Down to the last character, transcribe every record.

Stored dataset items
--- START ---

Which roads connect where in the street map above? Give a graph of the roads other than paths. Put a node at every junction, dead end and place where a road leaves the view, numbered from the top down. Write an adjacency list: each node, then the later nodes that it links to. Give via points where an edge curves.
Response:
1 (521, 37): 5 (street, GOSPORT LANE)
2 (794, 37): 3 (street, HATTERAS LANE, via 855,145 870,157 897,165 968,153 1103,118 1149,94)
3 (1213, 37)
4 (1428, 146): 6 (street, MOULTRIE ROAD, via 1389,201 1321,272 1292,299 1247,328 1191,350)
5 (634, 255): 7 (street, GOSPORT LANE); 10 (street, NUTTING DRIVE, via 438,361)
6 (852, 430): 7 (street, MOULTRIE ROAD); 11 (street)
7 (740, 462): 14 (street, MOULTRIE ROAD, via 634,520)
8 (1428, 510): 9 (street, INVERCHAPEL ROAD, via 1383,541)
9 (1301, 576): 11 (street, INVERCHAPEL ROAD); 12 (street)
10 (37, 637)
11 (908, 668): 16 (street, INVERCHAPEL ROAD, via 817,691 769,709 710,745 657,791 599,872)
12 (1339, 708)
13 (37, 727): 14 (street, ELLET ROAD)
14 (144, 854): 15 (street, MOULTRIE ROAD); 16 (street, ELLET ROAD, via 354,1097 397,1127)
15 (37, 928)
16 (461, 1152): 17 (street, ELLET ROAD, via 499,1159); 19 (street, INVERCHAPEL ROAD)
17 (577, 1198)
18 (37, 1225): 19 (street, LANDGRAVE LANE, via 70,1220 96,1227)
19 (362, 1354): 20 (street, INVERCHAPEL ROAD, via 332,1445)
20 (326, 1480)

--- END ---

YOUR RESPONSE
Which roads connect where in the street map above? Give a graph of the roads other than paths. Put a node at every junction, dead end and place where a road leaves the view, numbered from the top down. Write an adjacency list: each node, then the later nodes that it links to. Give via points where an edge curves.
Response:
1 (521, 37): 5 (street, GOSPORT LANE)
2 (794, 37): 3 (street, HATTERAS LANE, via 855,145 870,157 897,165 968,153 1103,118 1149,94)
3 (1213, 37)
4 (1428, 146): 6 (street, MOULTRIE ROAD, via 1389,201 1321,272 1292,299 1247,328 1191,350)
5 (634, 255): 7 (street, GOSPORT LANE); 10 (street, NUTTING DRIVE, via 438,361)
6 (852, 430): 7 (street, MOULTRIE ROAD); 11 (street)
7 (740, 462): 14 (street, MOULTRIE ROAD, via 634,520)
8 (1428, 510): 9 (street, INVERCHAPEL ROAD, via 1383,541)
9 (1301, 576): 11 (street, INVERCHAPEL ROAD); 12 (street)
10 (37, 637)
11 (908, 668): 16 (street, INVERCHAPEL ROAD, via 817,691 769,709 710,745 657,791 599,872)
12 (1339, 708)
13 (37, 727): 14 (street, ELLET ROAD)
14 (144, 854): 15 (street, MOULTRIE ROAD); 16 (street, ELLET ROAD, via 354,1097 397,1127)
15 (37, 928)
16 (461, 1152): 17 (street, ELLET ROAD, via 499,1159); 19 (street, INVERCHAPEL ROAD)
17 (577, 1198)
18 (37, 1225): 19 (street, LANDGRAVE LANE, via 70,1220 96,1227)
19 (362, 1354): 20 (street, INVERCHAPEL ROAD, via 332,1445)
20 (326, 1480)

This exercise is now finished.